= Activity =
Set down the data below exactly; pictures stay out.

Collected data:
--------------------------------------------------
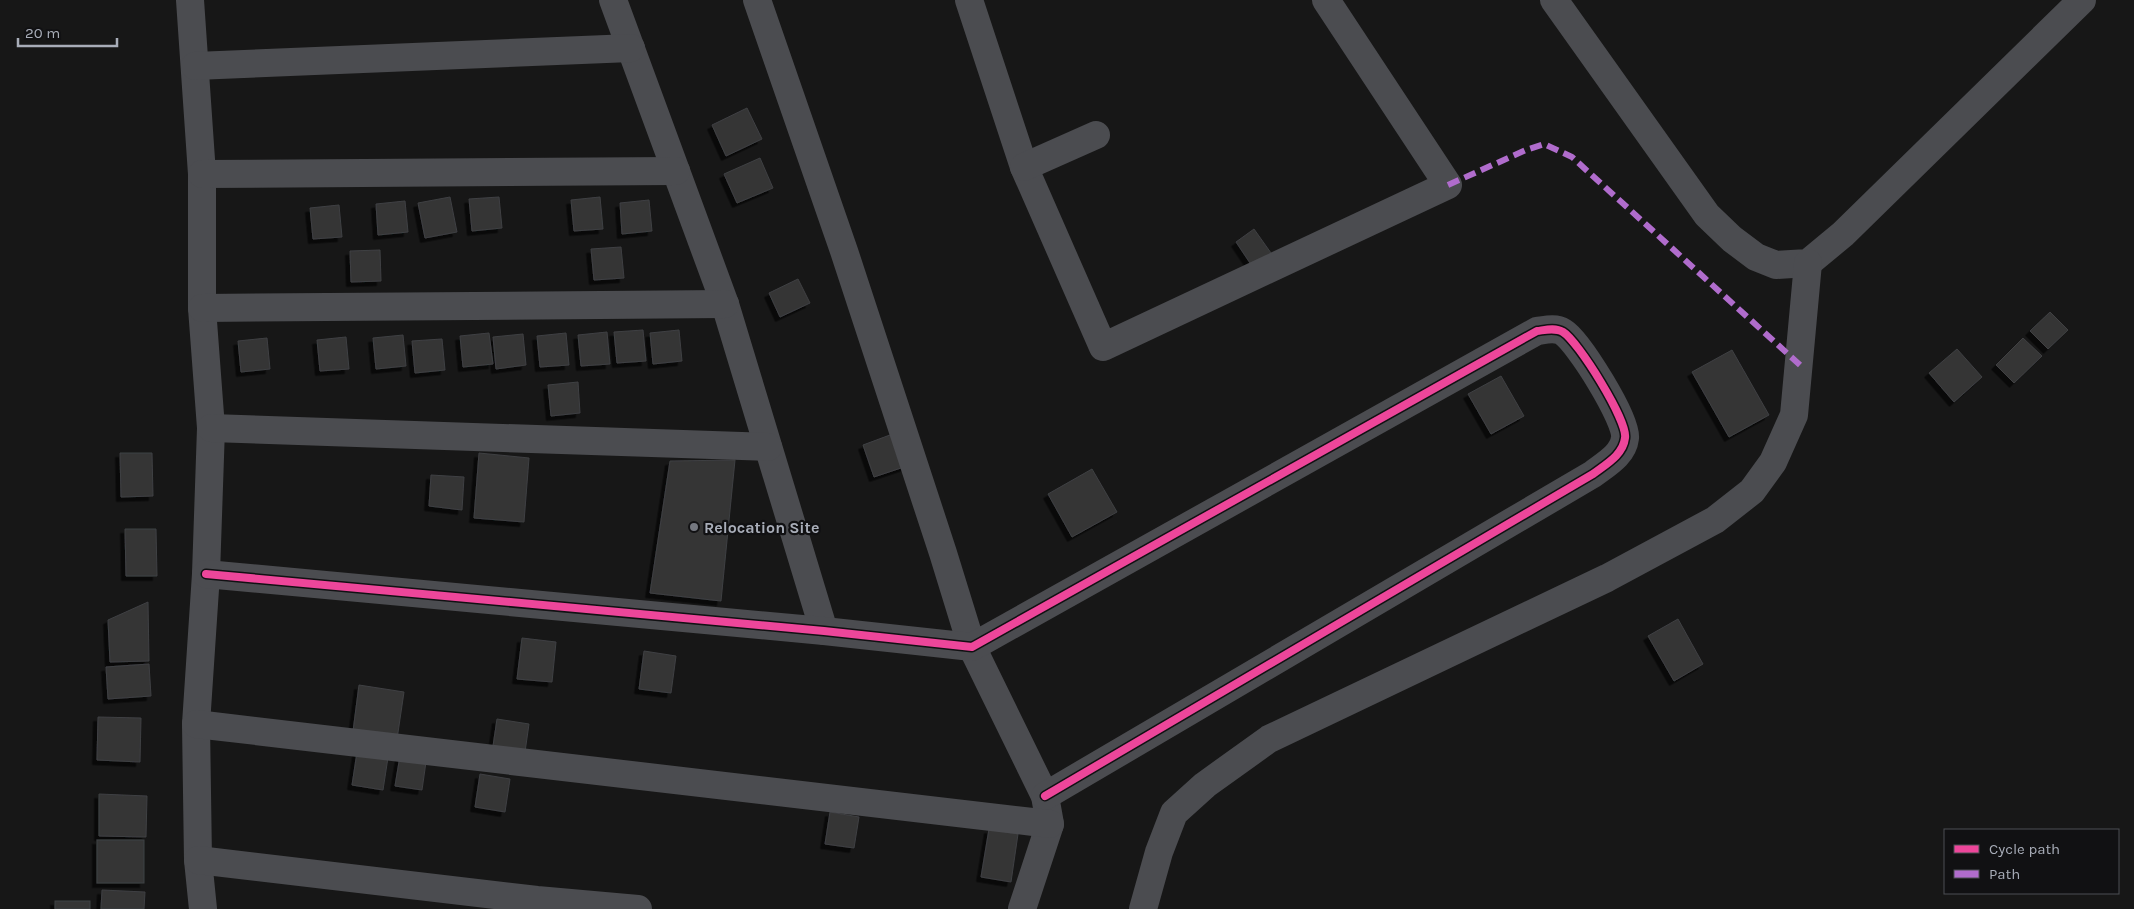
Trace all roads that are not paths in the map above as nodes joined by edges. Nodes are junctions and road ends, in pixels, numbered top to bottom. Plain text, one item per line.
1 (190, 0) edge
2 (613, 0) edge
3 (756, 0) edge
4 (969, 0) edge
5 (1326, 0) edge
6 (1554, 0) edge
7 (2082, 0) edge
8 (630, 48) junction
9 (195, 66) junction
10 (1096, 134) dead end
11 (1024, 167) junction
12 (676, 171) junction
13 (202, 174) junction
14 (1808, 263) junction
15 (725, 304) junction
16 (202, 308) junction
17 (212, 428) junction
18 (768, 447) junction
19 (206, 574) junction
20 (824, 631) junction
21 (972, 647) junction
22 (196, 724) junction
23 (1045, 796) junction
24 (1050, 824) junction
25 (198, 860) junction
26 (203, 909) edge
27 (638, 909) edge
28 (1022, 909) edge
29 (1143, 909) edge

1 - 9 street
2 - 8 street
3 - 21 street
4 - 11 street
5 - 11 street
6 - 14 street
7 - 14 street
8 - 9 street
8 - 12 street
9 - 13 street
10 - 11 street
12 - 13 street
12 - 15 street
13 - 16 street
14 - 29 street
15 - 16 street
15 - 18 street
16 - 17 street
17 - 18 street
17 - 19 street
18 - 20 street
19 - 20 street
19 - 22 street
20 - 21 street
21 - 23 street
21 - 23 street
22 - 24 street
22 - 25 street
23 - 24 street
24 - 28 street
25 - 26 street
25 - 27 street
--------------------------------------------------
= Your response =
Trace all roads that are not paths in the map above as nodes joined by edges. Nodes are junctions and road ends, in pixels, numbered top to bottom. Plain text, one item per line.
1 (190, 0) edge
2 (613, 0) edge
3 (756, 0) edge
4 (969, 0) edge
5 (1326, 0) edge
6 (1554, 0) edge
7 (2082, 0) edge
8 (630, 48) junction
9 (195, 66) junction
10 (1096, 134) dead end
11 (1024, 167) junction
12 (676, 171) junction
13 (202, 174) junction
14 (1808, 263) junction
15 (725, 304) junction
16 (202, 308) junction
17 (212, 428) junction
18 (768, 447) junction
19 (206, 574) junction
20 (824, 631) junction
21 (972, 647) junction
22 (196, 724) junction
23 (1045, 796) junction
24 (1050, 824) junction
25 (198, 860) junction
26 (203, 909) edge
27 (638, 909) edge
28 (1022, 909) edge
29 (1143, 909) edge

1 - 9 street
2 - 8 street
3 - 21 street
4 - 11 street
5 - 11 street
6 - 14 street
7 - 14 street
8 - 9 street
8 - 12 street
9 - 13 street
10 - 11 street
12 - 13 street
12 - 15 street
13 - 16 street
14 - 29 street
15 - 16 street
15 - 18 street
16 - 17 street
17 - 18 street
17 - 19 street
18 - 20 street
19 - 20 street
19 - 22 street
20 - 21 street
21 - 23 street
21 - 23 street
22 - 24 street
22 - 25 street
23 - 24 street
24 - 28 street
25 - 26 street
25 - 27 street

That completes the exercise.